_Recorded information:_
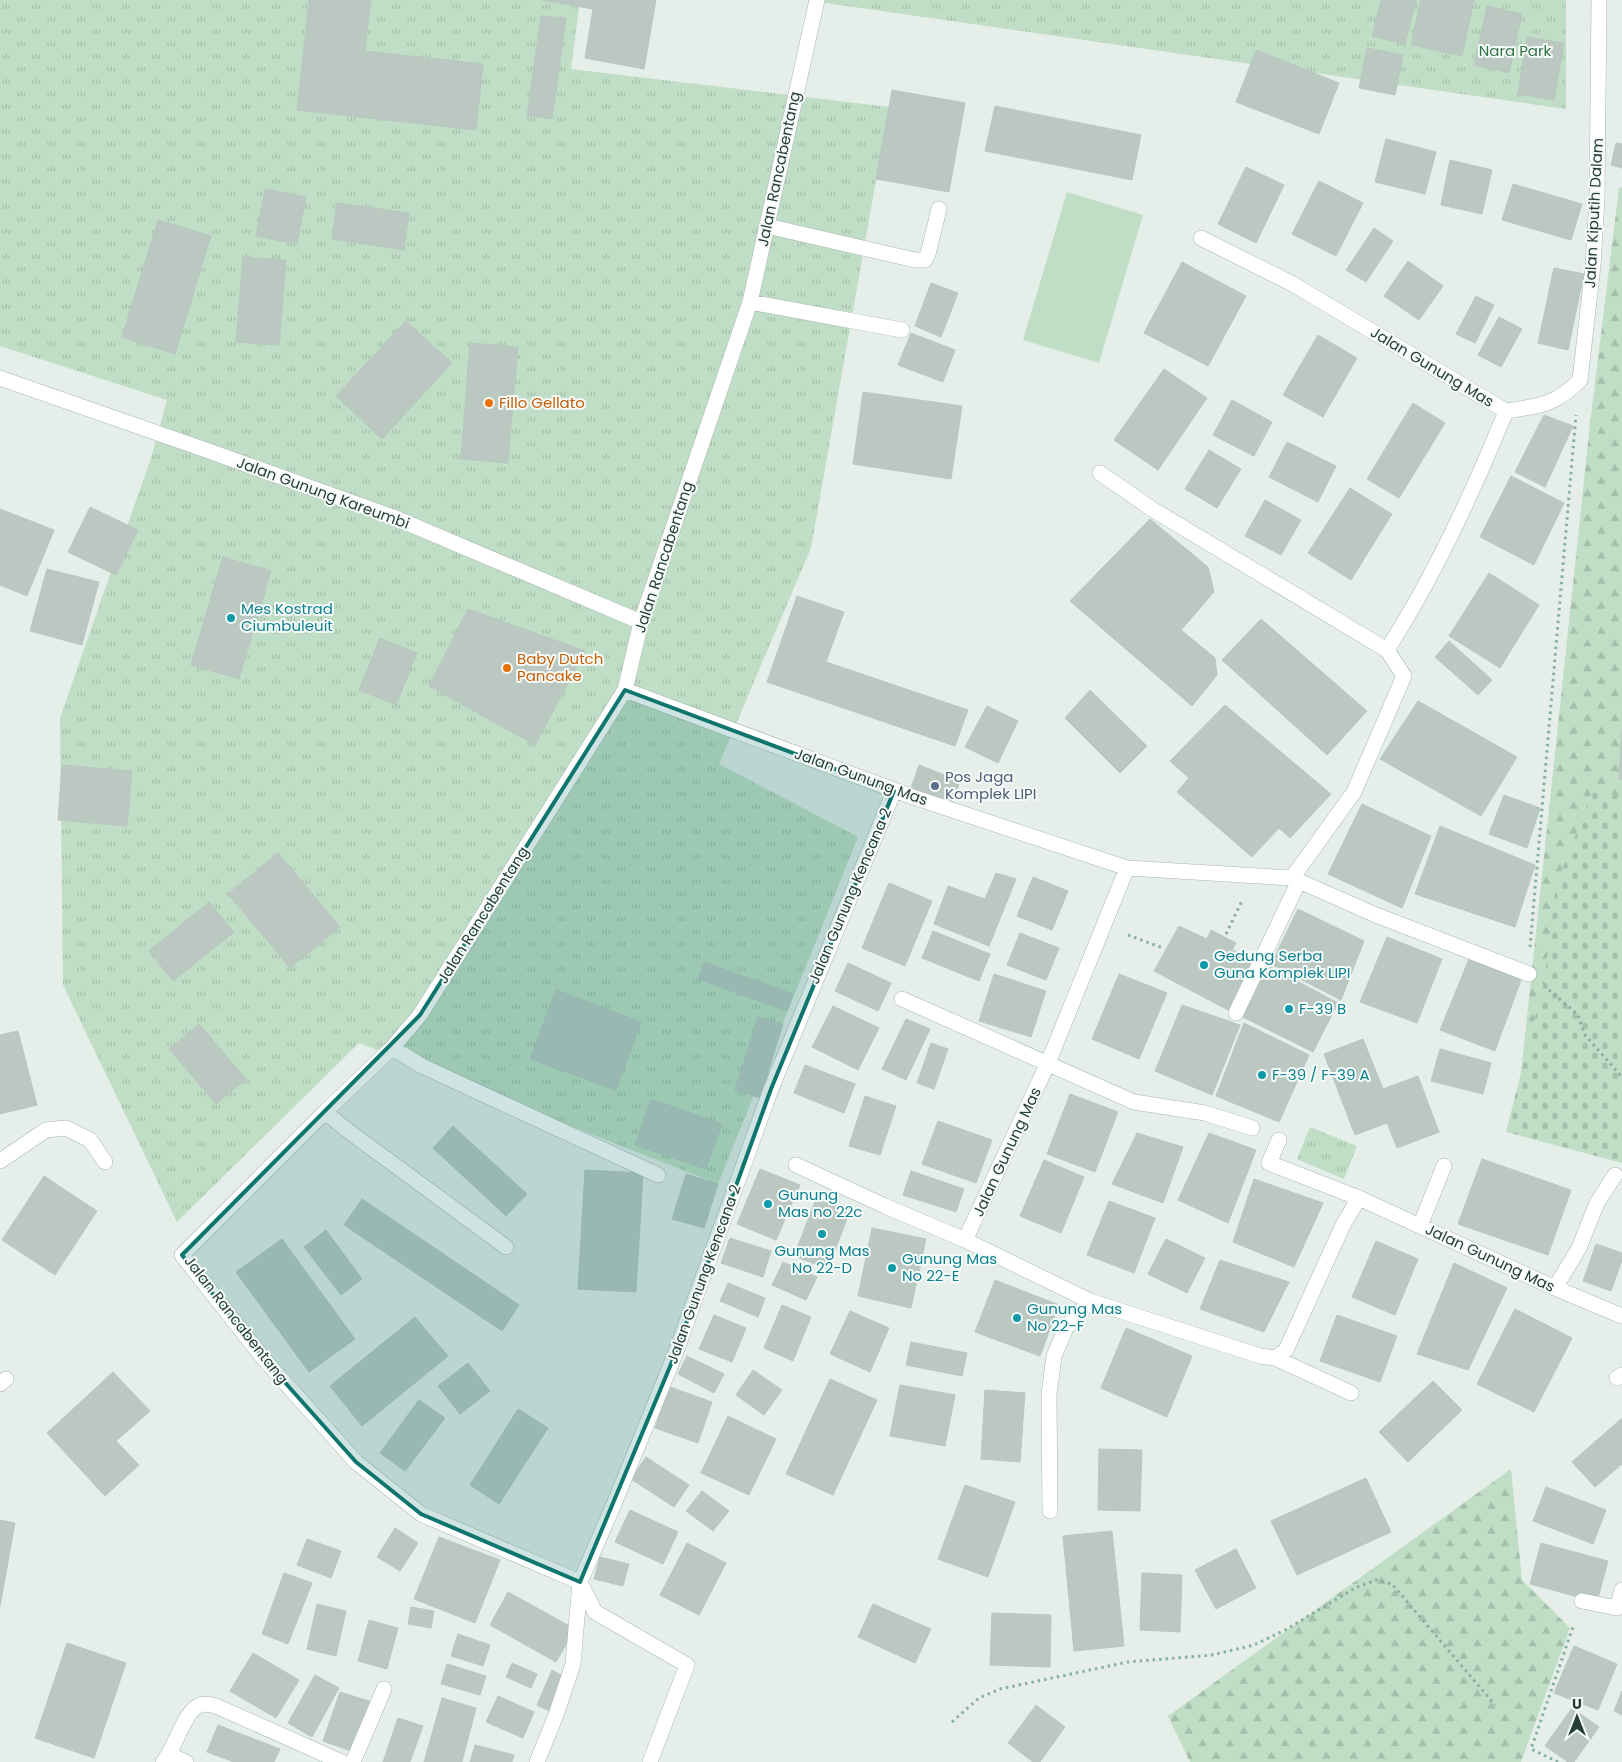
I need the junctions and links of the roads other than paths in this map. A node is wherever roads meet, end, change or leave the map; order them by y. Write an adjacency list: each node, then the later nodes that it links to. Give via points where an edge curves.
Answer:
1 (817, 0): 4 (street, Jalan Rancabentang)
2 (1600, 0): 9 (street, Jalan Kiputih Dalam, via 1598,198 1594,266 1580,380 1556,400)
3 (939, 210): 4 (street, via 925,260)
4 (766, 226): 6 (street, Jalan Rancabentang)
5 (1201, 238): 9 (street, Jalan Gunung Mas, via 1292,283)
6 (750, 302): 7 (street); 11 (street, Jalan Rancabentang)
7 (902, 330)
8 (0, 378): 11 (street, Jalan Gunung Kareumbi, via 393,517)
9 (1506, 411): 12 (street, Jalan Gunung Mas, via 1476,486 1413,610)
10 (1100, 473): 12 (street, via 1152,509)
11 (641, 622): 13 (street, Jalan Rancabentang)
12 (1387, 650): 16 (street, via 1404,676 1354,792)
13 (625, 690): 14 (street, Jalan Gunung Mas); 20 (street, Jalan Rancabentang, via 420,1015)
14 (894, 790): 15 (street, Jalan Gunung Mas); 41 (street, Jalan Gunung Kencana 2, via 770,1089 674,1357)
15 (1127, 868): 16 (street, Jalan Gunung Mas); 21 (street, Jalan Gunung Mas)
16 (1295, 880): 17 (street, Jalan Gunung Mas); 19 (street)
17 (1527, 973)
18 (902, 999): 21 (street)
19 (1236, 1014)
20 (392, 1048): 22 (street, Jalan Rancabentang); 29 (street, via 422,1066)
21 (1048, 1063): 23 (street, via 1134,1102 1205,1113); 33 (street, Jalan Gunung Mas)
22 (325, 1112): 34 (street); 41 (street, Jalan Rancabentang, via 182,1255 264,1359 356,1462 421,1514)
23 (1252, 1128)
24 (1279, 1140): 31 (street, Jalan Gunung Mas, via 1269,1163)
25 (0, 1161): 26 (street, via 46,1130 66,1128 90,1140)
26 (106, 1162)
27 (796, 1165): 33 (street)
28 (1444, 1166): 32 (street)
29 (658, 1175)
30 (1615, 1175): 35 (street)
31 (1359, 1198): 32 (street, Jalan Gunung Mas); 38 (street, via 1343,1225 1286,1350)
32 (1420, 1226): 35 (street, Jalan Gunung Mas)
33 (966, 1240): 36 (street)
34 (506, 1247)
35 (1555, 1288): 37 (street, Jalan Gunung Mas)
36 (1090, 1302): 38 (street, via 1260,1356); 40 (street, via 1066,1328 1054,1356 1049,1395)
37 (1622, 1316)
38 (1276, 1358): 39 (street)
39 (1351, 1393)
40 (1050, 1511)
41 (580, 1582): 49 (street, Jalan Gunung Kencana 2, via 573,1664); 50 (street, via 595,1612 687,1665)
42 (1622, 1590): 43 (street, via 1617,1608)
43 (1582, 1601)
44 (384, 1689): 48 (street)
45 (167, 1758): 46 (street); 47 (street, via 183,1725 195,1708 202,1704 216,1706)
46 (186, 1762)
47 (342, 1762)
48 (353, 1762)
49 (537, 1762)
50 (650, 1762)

_Assignment:_
For each line in the material above that contains the string "Kencana", make a copy.

_Expected answer:_
14 (894, 790): 15 (street, Jalan Gunung Mas); 41 (street, Jalan Gunung Kencana 2, via 770,1089 674,1357)
41 (580, 1582): 49 (street, Jalan Gunung Kencana 2, via 573,1664); 50 (street, via 595,1612 687,1665)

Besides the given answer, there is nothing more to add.